It was devastating, and even now, ten years later, I don’t think I’ve still fully recovered from that blow. But we’ll get into the aftermath soon enough.
Oh, also I crashed my grandmother’s car into a wall and totaled it. She wasn’t in it, though, so it’s all good.
After my music equipment had been stolen, I had to start from scratch. Nate raised a bit of money through online fundraisers to recoup some of the costs, but in the end I only had enough to buy a cheap PC and try to install a hacked Macintosh OS on top of it, which…kinda worked, though it was real touchy (the Mac OS isn’t designed to be installed on a PC and the workarounds were unstable at best). Though I did write some more music this year, both for the marketing company and for Poison Ivy Mysteries, I was barely making any money doing it. I was still forced to live at home, and even then I had to sell plasma just to afford gas money to drive to the studio. It was an untenable situation, and I was not in a healthy mental or emotional place.
So finally, I sought out another job to pick up the slack. I wanted to at least work in a place where my skillset would be appreciated, instead of a call center or some other generic white-collar workplace; someplace where my music degree would hopefully be somewhat applicable. Fortunately, in May I applied for an opening in the audiovisual department at Little America Hotel, where at least my skills in the studio and doing live theater tech for the Hunts and for Poison Ivy would give me a leg-up. And sure enough, I got the job and was finally able to start living in the black. For a few months I continued to go into the marketing studio whenever I could, but it didn’t take long for that to dry up since I had to dedicate the bulk of my time to, you know, the company that was actually paying me to be there.
Work with Poison Ivy Mysteries continued, though due to my new job I ceased being able to actually run tech for the shows. Instead I focused on the songwriting, which I started doing solo after Nate Drew left the company. 2011 saw the premiere of Curse of the Scarab, which is still my favorite show that we’ve ever done.
I was also still active in the LDS church and was attending the YSA ward in my parents’ stake, though even at this time I was becoming more and more disillusioned with the Mormon culture, especially when it came to how it ran its singles’ programs. I still believed in the doctrine, but I was starting to become disaffected from the social aspects of the church. In particular, the fact that I was still single while approaching 30 was weighing heavily on me, and I was still unable to do much of anything about it.

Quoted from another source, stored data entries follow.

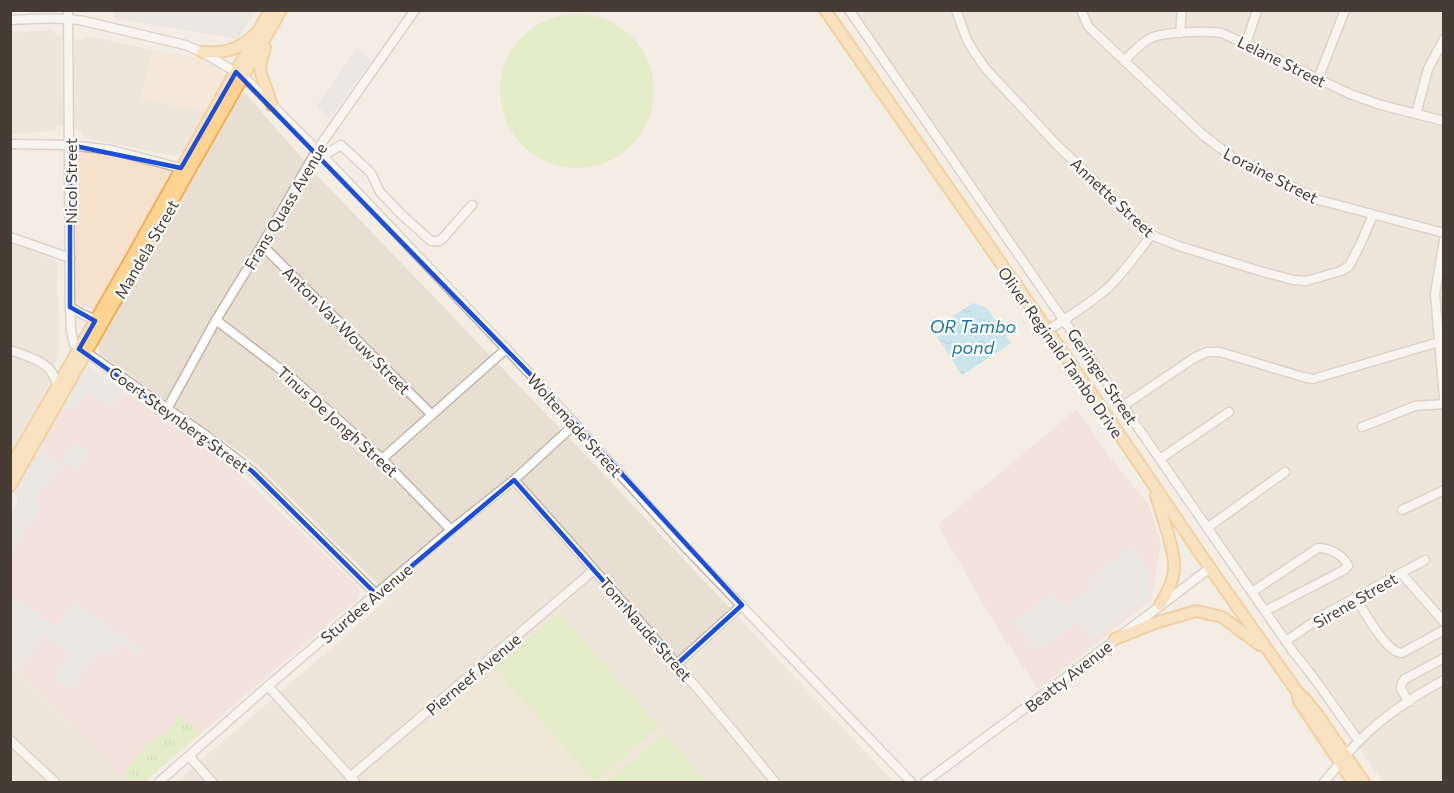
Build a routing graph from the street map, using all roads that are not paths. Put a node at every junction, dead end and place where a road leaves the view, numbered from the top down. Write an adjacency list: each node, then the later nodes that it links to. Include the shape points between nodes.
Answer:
1 (270, 10): 13 (main road, Mandela Street)
2 (281, 10): 13 (main road, Mandela Street)
3 (415, 10): 26 (street, Frans Quass Avenue)
4 (825, 10): 40 (main road, Oliver Reginald Tambo Drive)
5 (849, 10): 37 (street, Geringer Street)
6 (956, 10): 31 (street, Annette Street, via 967,39 986,69)
7 (1081, 10): 18 (street, Loraine Street, via 1088,26)
8 (1182, 10): 14 (street)
9 (1257, 10): 16 (street)
10 (1345, 10): 20 (street)
11 (68, 15): 12 (street, Woltemade Street); 17 (street, Woltemade Street); 25 (street, Nicol Street)
12 (10, 20)
13 (263, 33): 17 (main road, via 235,49); 19 (main road, Mandela Street); 21 (main road, via 261,74)
14 (1180, 33): 16 (street, Lelane Street, via 1222,33); 18 (street, Lelane Street, via 1151,38)
15 (1443, 39): 22 (street, via 1428,69)
16 (1246, 44): 20 (street, Lelane Street)
17 (202, 52): 19 (street, Woltemade Street)
18 (1124, 61): 29 (street, Loraine Street, via 1203,135 1236,160 1319,200)
19 (240, 74): 21 (street, Woltemade Street); 27 (main road, Mandela Street)
20 (1318, 80): 22 (street, Lelane Street)
21 (272, 105): 26 (street, Woltemade Street)
22 (1416, 114): 23 (street, Lelane Street)
23 (1443, 121)
24 (10, 144): 25 (street)
25 (70, 145): 27 (street, via 111,150); 35 (street, Nicol Street)
26 (320, 153): 28 (street, via 341,145 371,173 380,192 431,241 440,241); 34 (street, Frans Quass Avenue); 42 (street, Woltemade Street)
27 (185, 171): 38 (main road, Mandela Street); 44 (main road, Mandela Street)
28 (472, 205)
29 (1373, 215): 30 (street, Loraine Street); 31 (street, Annette Street, via 1349,266 1306,281 1260,271)
30 (1443, 233)
31 (1150, 235): 37 (street, via 1109,286)
32 (10, 237): 35 (street)
33 (1443, 240): 41 (street, via 1435,294)
34 (262, 245): 39 (street, Frans Quass Avenue); 51 (street, Anton Vav Wouw Street)
35 (70, 258): 36 (street, Nicol Street)
36 (70, 307): 38 (street); 44 (street, Nicol Street, via 74,344)
37 (1064, 319): 40 (street); 48 (street, Geringer Street)
38 (96, 320): 44 (main road, Mandela Street)
39 (216, 320): 49 (street, Frans Quass Avenue); 54 (street, Tinus De Jongh Street, via 292,378)
40 (1047, 331): 60 (main road, Oliver Reginald Tambo Drive)
41 (1439, 342): 46 (street); 48 (street, via 1313,379 1211,351 1194,358)
42 (506, 349): 51 (street); 52 (street, Woltemade Street)
43 (10, 350): 45 (street, via 45,364 54,375)
44 (83, 351): 45 (main road, Mandela Street); 49 (street, Coert Steynberg Street); 59 (main road, Mandela Street)
45 (57, 388): 56 (main road, Mandela Street)
46 (1443, 398)
47 (1443, 404): 53 (street, via 1415,406)
48 (1123, 406): 55 (street, Geringer Street)
49 (167, 409): 70 (street, Coert Steynberg Street, via 252,471)
50 (1230, 412): 55 (street)
51 (432, 415): 54 (street)
52 (575, 424): 58 (street, Sturdee Avenue); 72 (street, Woltemade Street)
53 (1362, 428)
54 (382, 459): 64 (street, Tinus De Jongh Street)
55 (1160, 459): 63 (street, Geringer Street)
56 (10, 468)
57 (1285, 472): 63 (street)
58 (513, 480): 64 (street, Sturdee Avenue); 67 (street, Tom Naude Street)
59 (12, 482)
60 (1154, 487): 66 (main road, Oliver Reginald Tambo Drive); 73 (main road, via 1174,557 1171,583)
61 (1443, 490): 62 (street)
62 (1402, 510)
63 (1207, 528): 69 (street, Geringer Street)
64 (451, 530): 70 (street, Sturdee Avenue)
65 (1425, 560): 68 (street, Sirene Street)
66 (1210, 568): 73 (street, Beatty Avenue); 79 (main road, Oliver Reginald Tambo Drive)
67 (594, 570): 81 (street, Tom Naude Street); 89 (street, Pierneef Avenue)
68 (1401, 573): 71 (street, Sirene Street); 75 (street)
69 (1252, 592): 74 (street, Geringer Street); 74 (street, via 1318,548 1328,549 1347,562 1344,570)
70 (377, 595): 83 (street, Sturdee Avenue)
71 (1356, 599): 76 (street, via 1387,646 1397,653); 78 (street, Sirene Street)
72 (742, 605): 81 (street); 94 (street, Woltemade Street)
73 (1160, 605): 77 (street, Beatty Avenue)
74 (1265, 611): 78 (street, Geringer Street)
75 (1443, 622)
76 (1443, 630)
77 (1115, 639): 79 (main road, via 1196,611 1222,618); 95 (street, Beatty Avenue)
78 (1286, 641): 86 (street, Geringer Street)
79 (1268, 650): 88 (main road, Oliver Reginald Tambo Drive, via 1315,711)
80 (1443, 658): 84 (street, via 1405,679 1401,689)
81 (677, 664): 93 (street, Tom Naude Street)
82 (1443, 680): 84 (street)
83 (268, 686): 87 (street, Sturdee Avenue); 89 (street)
84 (1409, 702): 86 (street)
85 (10, 740): 90 (street)
86 (1359, 741): 88 (street)
87 (189, 756): 91 (street, Sturdee Avenue); 92 (street)
88 (1343, 760): 96 (street); 97 (main road, Oliver Reginald Tambo Drive); 98 (main road, Oliver Reginald Tambo Drive)
89 (352, 780)
90 (55, 783)
91 (159, 783)
92 (212, 783)
93 (774, 783)
94 (911, 783)
95 (925, 783)
96 (1324, 783)
97 (1353, 783)
98 (1364, 783)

This was well-demonstrated by a cruise that I took early in the year. My grandmother was turning 80, and she invited the entire extended family on my dad’s side along for a three-day Carnival cruise along southern California and northwest Mexico. Coming along with all the family was my cousin Kat, who also brought four or five of her own friends, none of whom were LDS. The time I spent with that group was probably some of the best and most eye-opening moments I’ve ever had, as it was the first time in a very long time that I could just hang out with a group of girls without everyone thinking in the back of their minds, “Hmm…which one of these people could I get married to?” and instead just enjoying themselves. Being fresh from BYU this was a whole different atmosphere than I was used to, and was instrumental in my internal debate of how the church said I could find happiness vs. what I actually was happy with.
Late in the year I finally could afford to move out of my parents’ basement. I ended up in a small house in downtown Salt Lake by Trolley Square, living with two (later three) other guys who I didn’t know before I moved in. This was not a great experience for me, as not only did I have the smallest bedroom in the house (between the non-existent floor space and the sloped ceiling I was more-or-less living in Harry Potter’s cupboard-under-the-stairs), but I had virtually nothing in common with my roommates, who were decently nice guys but also jocks (one of them worked for the Utah Jazz PR department). Still, at least I didn’t have my step-dad calling me a “troll hiding in [my] rat’s den” anymore, so it was a step up.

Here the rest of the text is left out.